A recent China Supreme Court decision related to Ambow Education’s VIE appears to provide little comfort to investors in VIE structures.
I have had a chance to discuss this ruling with some Chinese experts, and provide here a layman’s interpretation while we await a good legal analysis in English.
The case was a suit brought by Hunan Changsha Yaxing Company (Yaxing) against Ambpw’s VIE. Yaxing had sold a school to Ambow’s VIE in 2009, taking part of the consideration in cash and part in Ambow stock. Ambow stock collapsed after it was delisted from the NYSE and put into receivership in the Cayman Islands. Yaxing sued to get the school back, arguing that the VIE could not legally own the school.
The court upheld the transaction, saying that the VIE was a Chinese corporation and there was no basis to void a completed contract between two Chinese corporations. The court did ask the Ministry of Education about the nature of the arrangement, and while the Ministry of Education acknowledged it was a conventional VIE arrangement, they did not express an opinion as to whether the arrangement was legal.
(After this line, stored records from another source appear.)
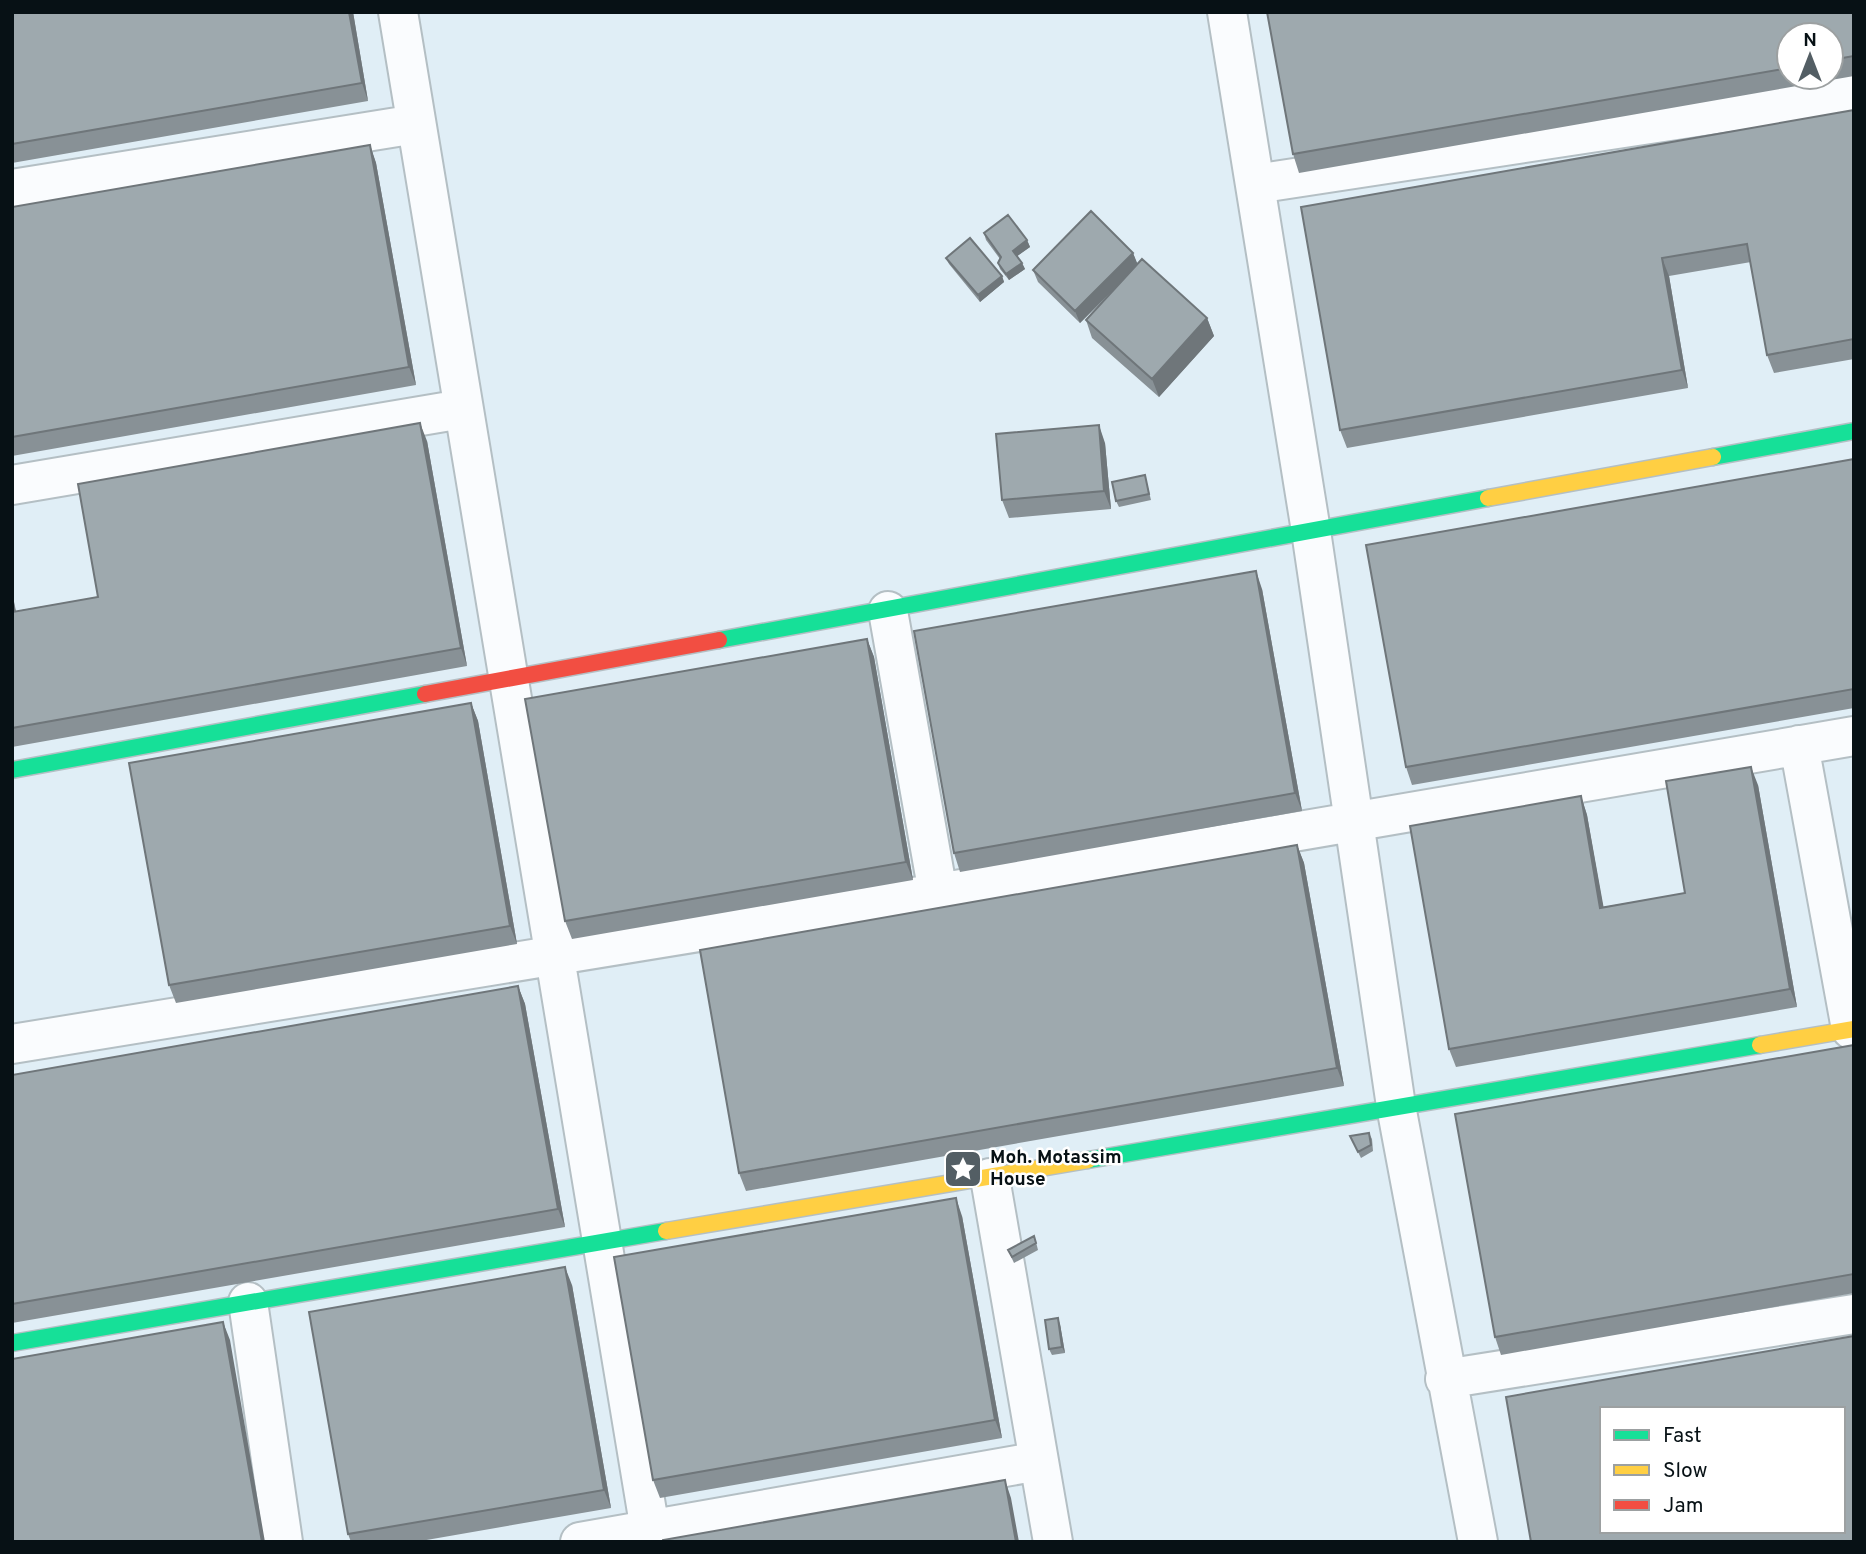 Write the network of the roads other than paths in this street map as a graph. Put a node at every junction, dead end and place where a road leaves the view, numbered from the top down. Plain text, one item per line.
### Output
1 (398, 12) edge
2 (1227, 12) edge
3 (1854, 93) edge
4 (416, 124) junction
5 (1255, 184) junction
6 (12, 189) edge
7 (462, 409) junction
8 (1854, 431) edge
9 (12, 485) edge
10 (1311, 531) junction
11 (888, 611) junction
12 (509, 678) junction
13 (1854, 736) edge
14 (1799, 745) junction
15 (12, 770) edge
16 (1353, 820) junction
17 (938, 893) junction
18 (554, 953) junction
19 (1852, 1029) edge
20 (12, 1044) edge
21 (1396, 1107) junction
22 (990, 1178) junction
23 (602, 1241) junction
24 (247, 1302) junction
25 (1854, 1314) edge
26 (12, 1343) edge
27 (1445, 1379) junction
28 (1040, 1461) junction
29 (651, 1536) edge
30 (282, 1542) edge
31 (579, 1542) edge
32 (1053, 1542) edge
33 (1478, 1542) edge

1 - 4 street
2 - 5 street
3 - 5 street
4 - 6 street
4 - 7 street
5 - 10 street
7 - 9 street
7 - 12 street
8 - 10 street
10 - 11 street
10 - 16 street
11 - 12 street
11 - 17 street
12 - 15 street
12 - 18 street
13 - 14 street
14 - 16 street
14 - 19 street
16 - 17 street
16 - 21 street
17 - 18 street
18 - 20 street
18 - 23 street
19 - 21 street
21 - 22 street
21 - 27 street
22 - 23 street
22 - 28 street
23 - 24 street
23 - 29 street
24 - 26 street
24 - 30 street
25 - 27 street
27 - 33 street
28 - 29 street
28 - 32 street
29 - 31 street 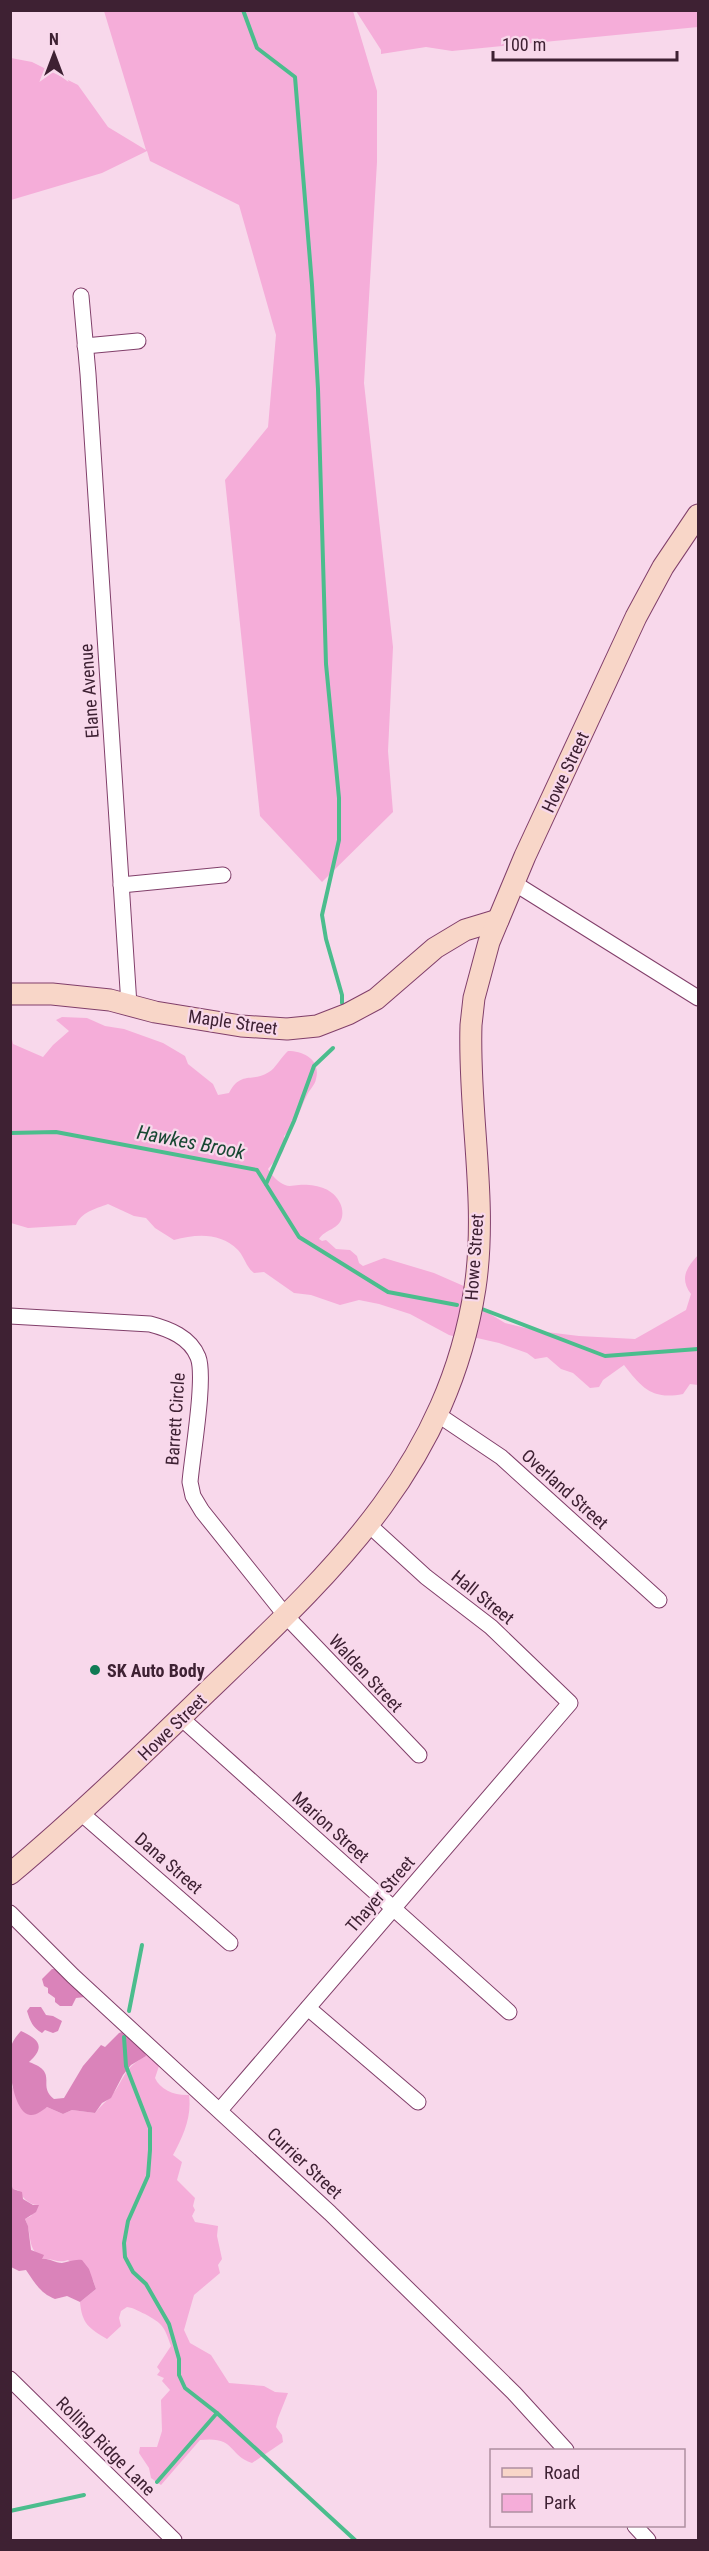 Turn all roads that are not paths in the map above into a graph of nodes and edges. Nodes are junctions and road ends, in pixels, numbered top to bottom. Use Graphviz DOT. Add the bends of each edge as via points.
graph roads {
  1 [pos="81,296"];
  2 [pos="138,341"];
  3 [pos="85,346"];
  4 [pos="699,515"];
  5 [pos="223,875"];
  6 [pos="514,884"];
  7 [pos="121,885"];
  8 [pos="498,920"];
  9 [pos="10,994"];
  10 [pos="699,998"];
  11 [pos="129,1005"];
  12 [pos="10,1317"];
  13 [pos="437,1414"];
  14 [pos="369,1525"];
  15 [pos="659,1600"];
  16 [pos="286,1616"];
  17 [pos="570,1703"];
  18 [pos="181,1718"];
  19 [pos="419,1755"];
  20 [pos="81,1813"];
  21 [pos="10,1874"];
  22 [pos="393,1908"];
  23 [pos="10,1913"];
  24 [pos="230,1943"];
  25 [pos="308,2008"];
  26 [pos="509,2012"];
  27 [pos="418,2102"];
  28 [pos="220,2110"];
  29 [pos="10,2379"];
  30 [pos="564,2449"];
  31 [pos="636,2527"];
  32 [pos="174,2541"];
  33 [pos="648,2541"];
  1 -- 3 [label="street, Elane Avenue"];
  2 -- 3 [label="street"];
  3 -- 7 [label="street, Elane Avenue"];
  4 -- 6 [label="street, Howe Street" via="663,567 636,617"];
  5 -- 7 [label="street"];
  6 -- 8 [label="street, Howe Street"];
  6 -- 10 [label="street"];
  7 -- 11 [label="street, Elane Avenue"];
  8 -- 11 [label="street, Maple Street" via="465,930 435,948 376,999 317,1026 241,1026"];
  8 -- 13 [label="street, Howe Street" via="474,998 471,1025 478,1248 475,1287 460,1356"];
  9 -- 11 [label="street, Maple Street" via="60,994"];
  12 -- 16 [label="street, Barrett Circle" via="150,1324 170,1329 189,1344 198,1358 199,1397 190,1482 193,1496"];
  13 -- 14 [label="street, Howe Street" via="430,1433"];
  13 -- 15 [label="street, Overland Street" via="501,1457"];
  14 -- 16 [label="street, Howe Street"];
  14 -- 17 [label="street, Hall Street" via="498,1633"];
  16 -- 18 [label="street, Howe Street"];
  16 -- 19 [label="street, Walden Street"];
  17 -- 22 [label="street, Thayer Street"];
  18 -- 20 [label="street, Howe Street"];
  18 -- 22 [label="street, Marion Street"];
  20 -- 21 [label="street, Howe Street"];
  20 -- 24 [label="street, Dana Street"];
  22 -- 25 [label="street, Thayer Street"];
  22 -- 26 [label="street, Marion Street"];
  23 -- 28 [label="street, Currier Street"];
  25 -- 27 [label="street"];
  25 -- 28 [label="street, Thayer Street"];
  28 -- 30 [label="street, Currier Street" via="514,2393"];
  29 -- 32 [label="street, Rolling Ridge Lane"];
  31 -- 33 [label="street"];
}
What the decision appears to clarify is that the commercial transactions of a VIE are valid, and do not rest on whether the VIE is operating within the bounds of the foreign investment restrictions. The decision does not relate to the validity of the VIE contracts between Ambow’s VIE and Ambow’s wholly foreign owned enterprise (WFOE).
It is the enforceability of the VIE contracts between the WFOE and the Chinese shareholders of the VIE that are of greatest concern to investors. In the Gigamedia case, these contracts were found to be unenforceable. That concern remains.